◆ **DESCRIPTION OF THE TASK**:
Check every line of the material below for the string "Rosa", and return the ones that have it.
Segment Start: RECORDS
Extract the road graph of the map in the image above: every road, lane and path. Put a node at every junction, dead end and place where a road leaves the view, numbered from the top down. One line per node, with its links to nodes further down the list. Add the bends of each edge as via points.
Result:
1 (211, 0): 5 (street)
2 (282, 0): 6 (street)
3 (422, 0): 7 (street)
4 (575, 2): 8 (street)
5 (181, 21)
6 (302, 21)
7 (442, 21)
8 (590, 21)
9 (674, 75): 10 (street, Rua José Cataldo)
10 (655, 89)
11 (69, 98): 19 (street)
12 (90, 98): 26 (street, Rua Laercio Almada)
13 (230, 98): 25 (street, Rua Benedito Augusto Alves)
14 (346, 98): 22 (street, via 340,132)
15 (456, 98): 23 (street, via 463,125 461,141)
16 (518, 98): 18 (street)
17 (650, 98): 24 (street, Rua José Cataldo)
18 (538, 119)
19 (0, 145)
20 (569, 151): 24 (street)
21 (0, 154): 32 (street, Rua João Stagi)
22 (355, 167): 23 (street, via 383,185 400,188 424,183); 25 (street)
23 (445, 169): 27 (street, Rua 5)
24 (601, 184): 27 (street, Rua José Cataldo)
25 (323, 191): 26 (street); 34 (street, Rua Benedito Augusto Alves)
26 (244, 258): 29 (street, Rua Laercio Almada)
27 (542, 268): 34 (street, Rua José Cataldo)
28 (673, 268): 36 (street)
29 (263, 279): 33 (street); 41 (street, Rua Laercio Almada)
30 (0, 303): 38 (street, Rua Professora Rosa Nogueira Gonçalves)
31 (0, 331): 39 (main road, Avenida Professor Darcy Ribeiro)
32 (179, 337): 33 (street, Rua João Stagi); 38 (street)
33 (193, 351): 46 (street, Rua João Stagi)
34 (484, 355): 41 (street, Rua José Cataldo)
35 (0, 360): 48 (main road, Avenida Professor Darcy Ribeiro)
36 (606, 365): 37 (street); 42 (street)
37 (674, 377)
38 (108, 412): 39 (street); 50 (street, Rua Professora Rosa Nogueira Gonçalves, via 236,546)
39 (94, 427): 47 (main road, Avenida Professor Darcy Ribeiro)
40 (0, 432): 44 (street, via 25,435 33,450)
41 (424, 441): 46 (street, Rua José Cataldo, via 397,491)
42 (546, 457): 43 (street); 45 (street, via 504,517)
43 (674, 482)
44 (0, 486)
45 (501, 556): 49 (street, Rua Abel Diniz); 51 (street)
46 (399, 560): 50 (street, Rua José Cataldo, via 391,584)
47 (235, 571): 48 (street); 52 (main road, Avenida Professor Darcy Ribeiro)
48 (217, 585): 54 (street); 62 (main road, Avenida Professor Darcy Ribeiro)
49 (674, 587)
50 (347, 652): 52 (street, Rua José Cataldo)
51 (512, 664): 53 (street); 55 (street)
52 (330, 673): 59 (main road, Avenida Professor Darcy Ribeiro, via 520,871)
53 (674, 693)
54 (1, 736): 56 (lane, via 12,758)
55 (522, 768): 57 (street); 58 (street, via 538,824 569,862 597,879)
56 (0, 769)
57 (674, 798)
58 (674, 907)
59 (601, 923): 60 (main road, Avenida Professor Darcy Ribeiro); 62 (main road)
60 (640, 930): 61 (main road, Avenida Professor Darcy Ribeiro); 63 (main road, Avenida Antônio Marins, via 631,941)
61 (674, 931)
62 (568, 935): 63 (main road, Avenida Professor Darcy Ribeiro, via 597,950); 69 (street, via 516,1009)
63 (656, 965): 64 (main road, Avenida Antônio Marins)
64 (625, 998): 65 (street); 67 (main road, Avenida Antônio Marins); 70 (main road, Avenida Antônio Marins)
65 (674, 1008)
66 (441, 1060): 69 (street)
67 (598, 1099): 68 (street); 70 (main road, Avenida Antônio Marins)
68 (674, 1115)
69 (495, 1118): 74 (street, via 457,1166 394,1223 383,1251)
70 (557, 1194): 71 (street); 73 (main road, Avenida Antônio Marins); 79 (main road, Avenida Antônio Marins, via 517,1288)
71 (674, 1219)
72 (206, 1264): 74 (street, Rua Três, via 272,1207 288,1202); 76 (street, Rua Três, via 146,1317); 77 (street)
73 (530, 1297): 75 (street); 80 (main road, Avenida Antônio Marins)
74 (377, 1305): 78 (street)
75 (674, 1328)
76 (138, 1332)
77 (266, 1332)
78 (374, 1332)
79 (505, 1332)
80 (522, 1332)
Segment End: RECORDS
◆ **ANSWER SPACE**:
30 (0, 303): 38 (street, Rua Professora Rosa Nogueira Gonçalves)
38 (108, 412): 39 (street); 50 (street, Rua Professora Rosa Nogueira Gonçalves, via 236,546)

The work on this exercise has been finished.